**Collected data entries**
****************

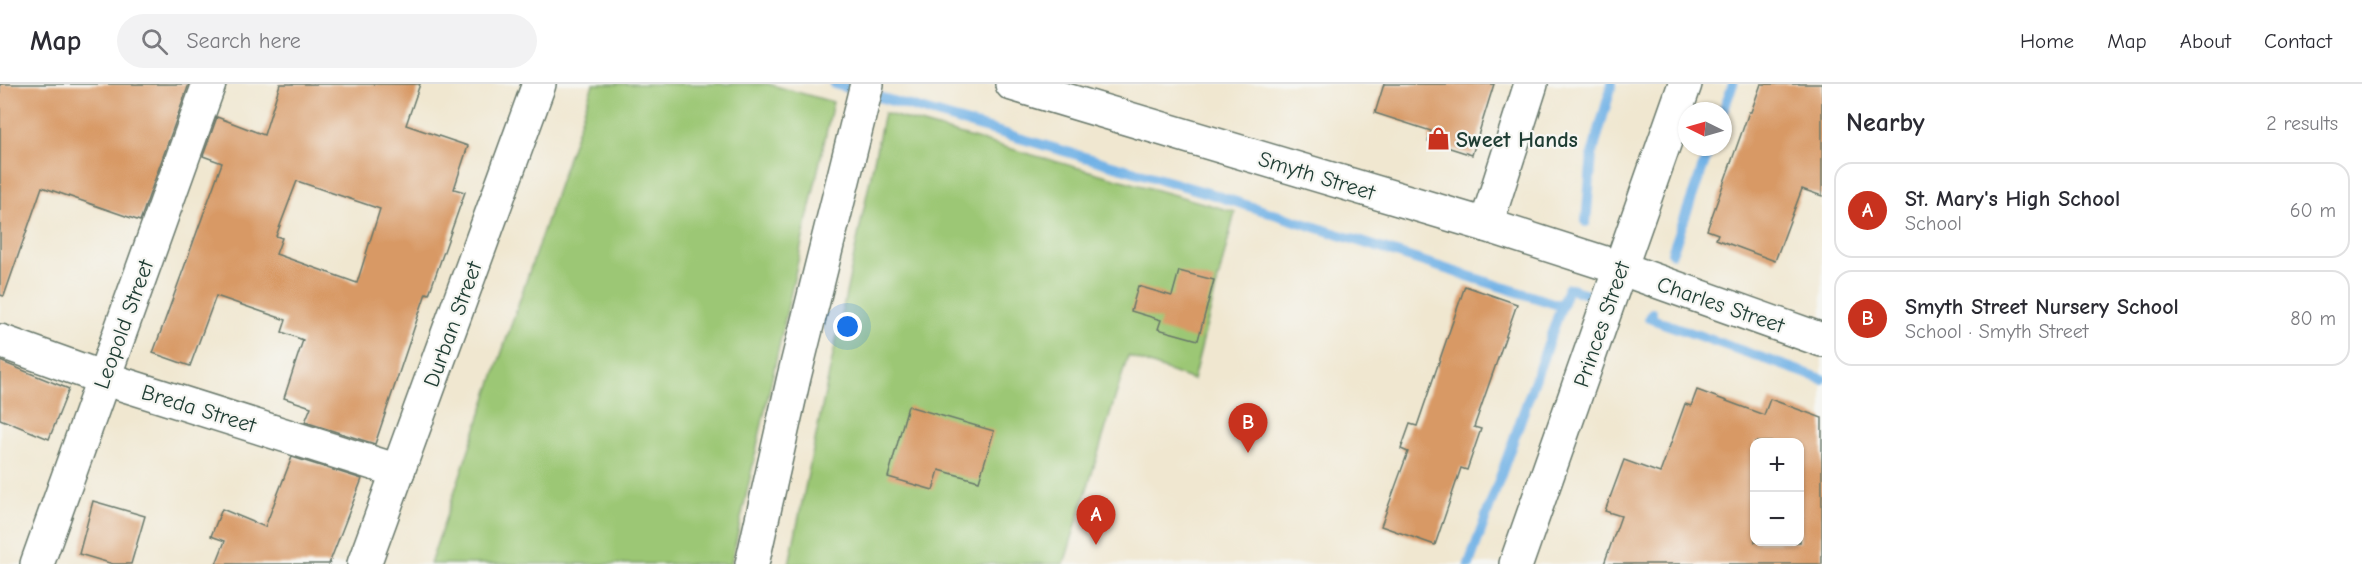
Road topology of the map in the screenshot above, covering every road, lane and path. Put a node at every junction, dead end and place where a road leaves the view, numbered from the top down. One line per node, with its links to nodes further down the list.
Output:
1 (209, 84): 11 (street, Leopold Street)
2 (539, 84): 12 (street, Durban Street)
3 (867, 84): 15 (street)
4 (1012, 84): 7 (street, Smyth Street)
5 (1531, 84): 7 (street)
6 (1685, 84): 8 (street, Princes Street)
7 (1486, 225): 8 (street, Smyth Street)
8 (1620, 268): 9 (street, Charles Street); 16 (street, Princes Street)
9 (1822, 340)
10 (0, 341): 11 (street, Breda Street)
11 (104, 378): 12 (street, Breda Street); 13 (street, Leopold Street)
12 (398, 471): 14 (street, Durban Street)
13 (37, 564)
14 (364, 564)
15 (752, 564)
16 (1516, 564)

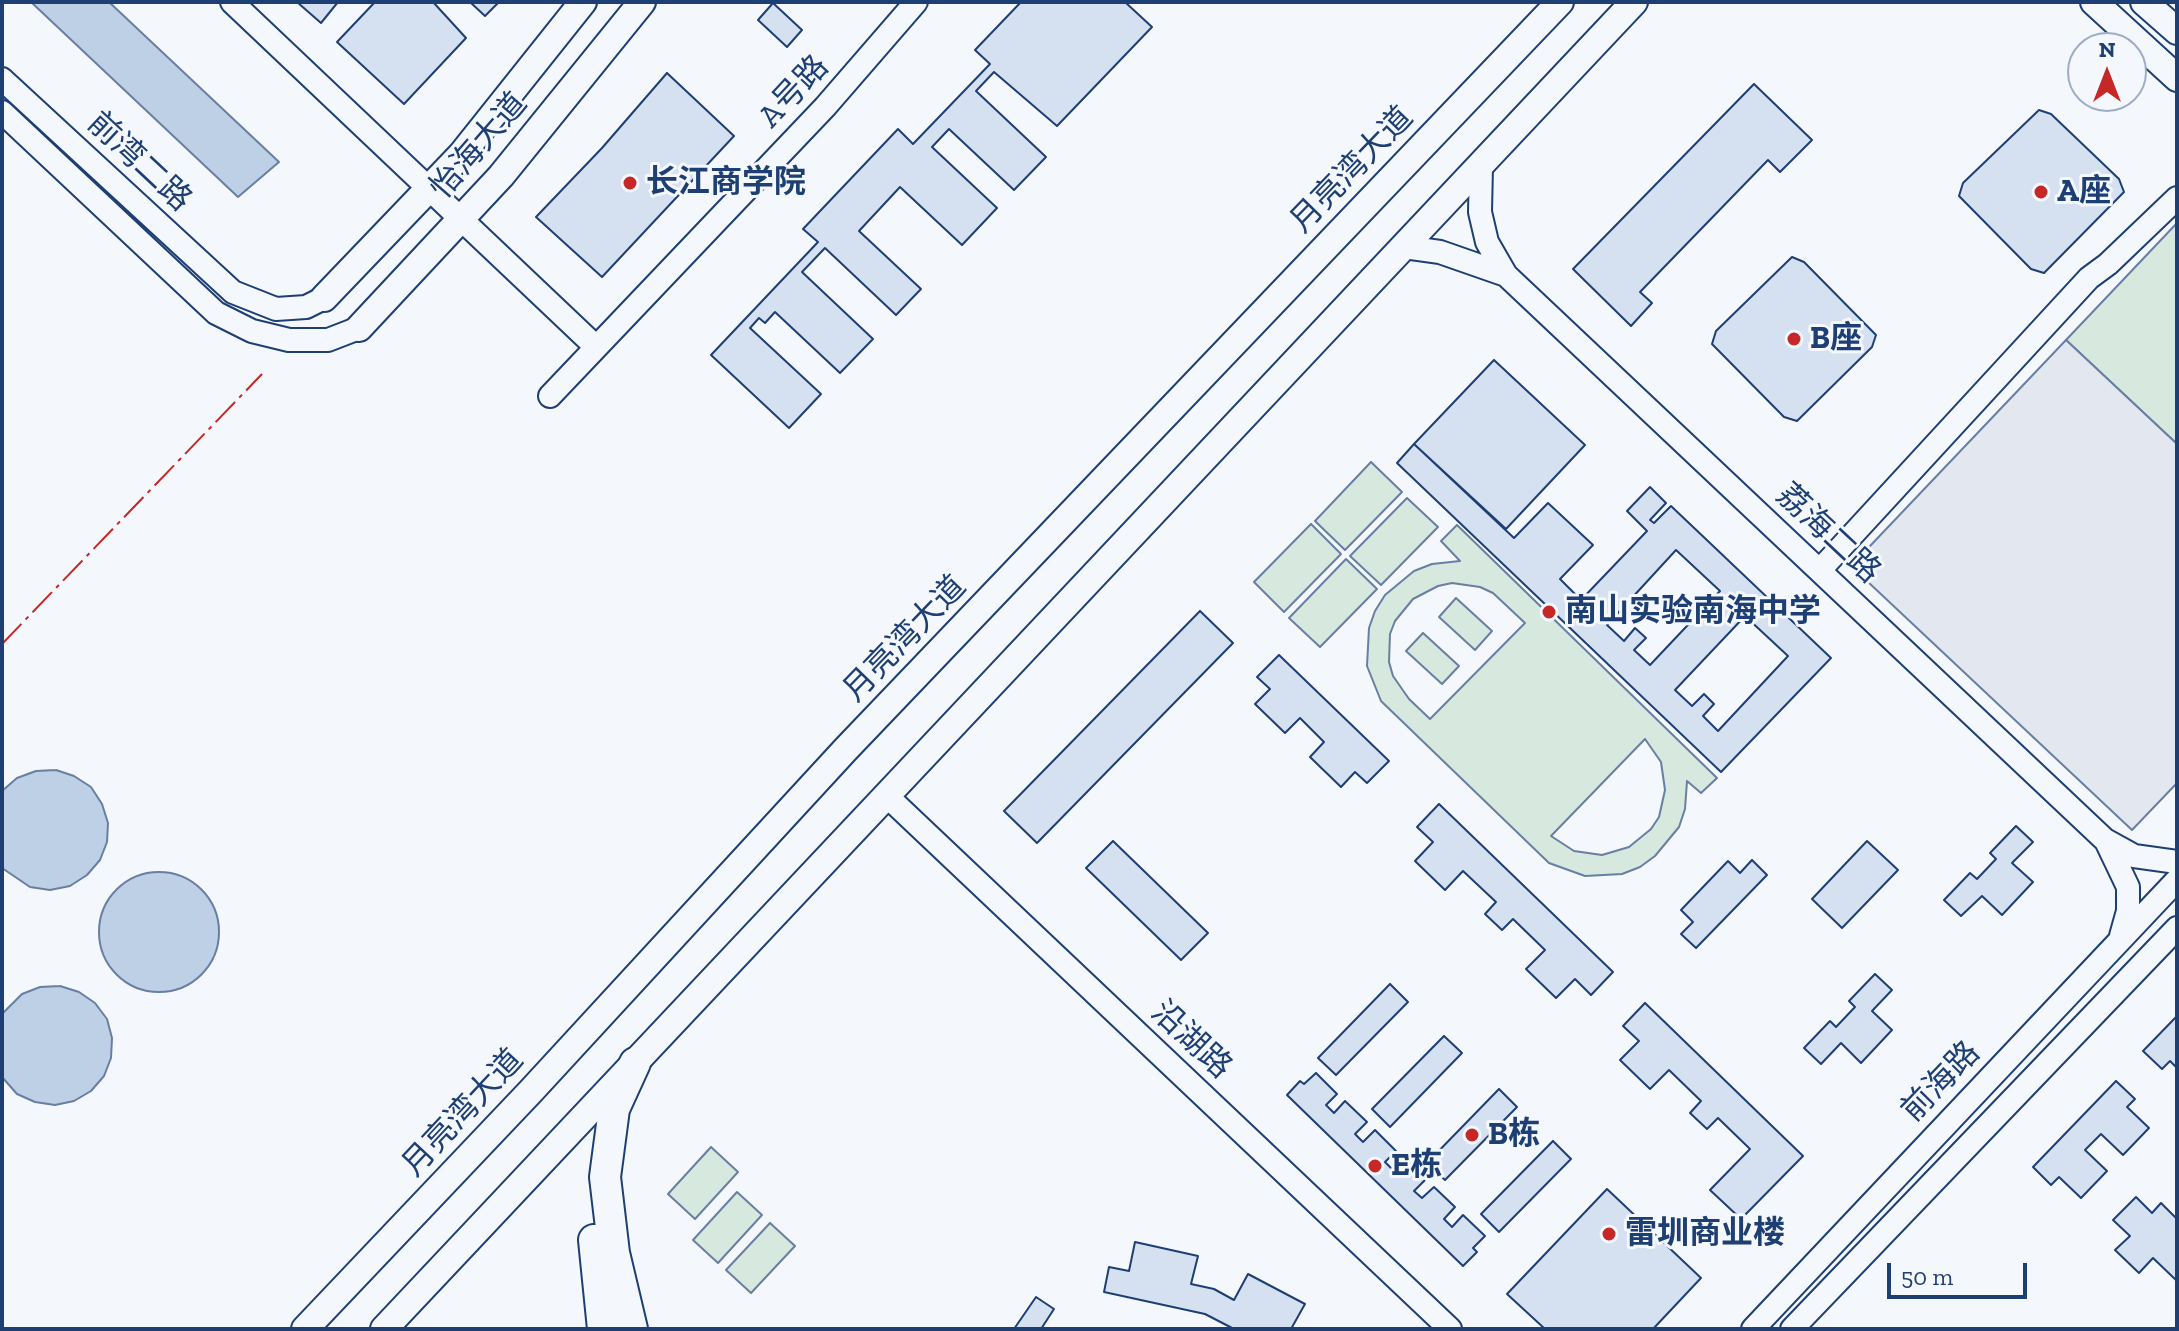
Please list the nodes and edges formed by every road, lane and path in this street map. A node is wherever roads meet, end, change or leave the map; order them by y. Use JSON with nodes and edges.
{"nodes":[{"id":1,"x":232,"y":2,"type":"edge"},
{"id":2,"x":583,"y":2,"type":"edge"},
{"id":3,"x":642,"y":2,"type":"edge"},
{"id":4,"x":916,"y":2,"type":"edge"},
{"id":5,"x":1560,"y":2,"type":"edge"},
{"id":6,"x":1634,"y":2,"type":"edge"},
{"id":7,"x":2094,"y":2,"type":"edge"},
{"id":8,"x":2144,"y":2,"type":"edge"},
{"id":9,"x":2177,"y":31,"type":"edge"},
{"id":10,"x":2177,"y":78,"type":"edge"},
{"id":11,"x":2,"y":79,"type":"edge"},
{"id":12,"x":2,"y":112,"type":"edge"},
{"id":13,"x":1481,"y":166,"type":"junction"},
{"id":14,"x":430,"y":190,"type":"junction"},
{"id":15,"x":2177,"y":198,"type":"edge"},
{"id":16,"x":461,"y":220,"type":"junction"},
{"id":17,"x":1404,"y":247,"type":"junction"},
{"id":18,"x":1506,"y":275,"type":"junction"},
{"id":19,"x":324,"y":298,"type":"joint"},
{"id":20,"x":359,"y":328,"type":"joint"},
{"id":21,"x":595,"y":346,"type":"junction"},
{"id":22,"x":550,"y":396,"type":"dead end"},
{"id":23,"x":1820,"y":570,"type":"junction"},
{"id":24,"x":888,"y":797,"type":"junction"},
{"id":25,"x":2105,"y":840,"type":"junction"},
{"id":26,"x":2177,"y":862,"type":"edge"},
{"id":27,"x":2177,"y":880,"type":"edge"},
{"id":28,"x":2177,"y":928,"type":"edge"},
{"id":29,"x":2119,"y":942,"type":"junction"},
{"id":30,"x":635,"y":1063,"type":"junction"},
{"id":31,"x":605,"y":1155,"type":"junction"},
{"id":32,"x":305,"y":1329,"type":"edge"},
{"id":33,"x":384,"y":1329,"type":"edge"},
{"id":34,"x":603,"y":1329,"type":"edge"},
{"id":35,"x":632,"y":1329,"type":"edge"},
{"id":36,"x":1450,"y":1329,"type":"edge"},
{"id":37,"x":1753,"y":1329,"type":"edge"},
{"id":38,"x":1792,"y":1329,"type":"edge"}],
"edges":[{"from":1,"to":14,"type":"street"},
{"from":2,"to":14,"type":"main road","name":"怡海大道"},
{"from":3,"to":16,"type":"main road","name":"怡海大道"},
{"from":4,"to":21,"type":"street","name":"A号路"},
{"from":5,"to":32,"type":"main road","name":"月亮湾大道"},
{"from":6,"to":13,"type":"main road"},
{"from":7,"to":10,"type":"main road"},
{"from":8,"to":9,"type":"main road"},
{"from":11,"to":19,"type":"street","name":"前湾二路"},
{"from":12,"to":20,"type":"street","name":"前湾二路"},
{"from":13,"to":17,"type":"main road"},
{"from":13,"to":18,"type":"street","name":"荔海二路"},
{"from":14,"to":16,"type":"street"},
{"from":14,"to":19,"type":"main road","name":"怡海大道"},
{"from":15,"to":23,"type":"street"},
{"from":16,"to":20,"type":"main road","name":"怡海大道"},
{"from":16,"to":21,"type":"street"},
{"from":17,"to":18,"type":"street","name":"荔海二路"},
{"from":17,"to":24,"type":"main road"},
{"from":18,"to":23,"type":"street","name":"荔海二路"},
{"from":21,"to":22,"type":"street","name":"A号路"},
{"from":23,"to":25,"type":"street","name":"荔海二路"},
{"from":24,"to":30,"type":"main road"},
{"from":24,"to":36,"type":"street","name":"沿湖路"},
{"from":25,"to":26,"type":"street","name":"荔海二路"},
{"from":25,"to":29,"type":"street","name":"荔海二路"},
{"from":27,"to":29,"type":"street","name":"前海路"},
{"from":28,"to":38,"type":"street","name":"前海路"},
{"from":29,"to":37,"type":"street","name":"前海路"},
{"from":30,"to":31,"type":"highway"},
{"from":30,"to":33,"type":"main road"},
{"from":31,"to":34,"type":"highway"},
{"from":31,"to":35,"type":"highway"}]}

****************

**WHAT IS EXPECTED**
Gather up, from the records above, each line where the word "Breda" appears.

**WRITTEN REPLY**
10 (0, 341): 11 (street, Breda Street)
11 (104, 378): 12 (street, Breda Street); 13 (street, Leopold Street)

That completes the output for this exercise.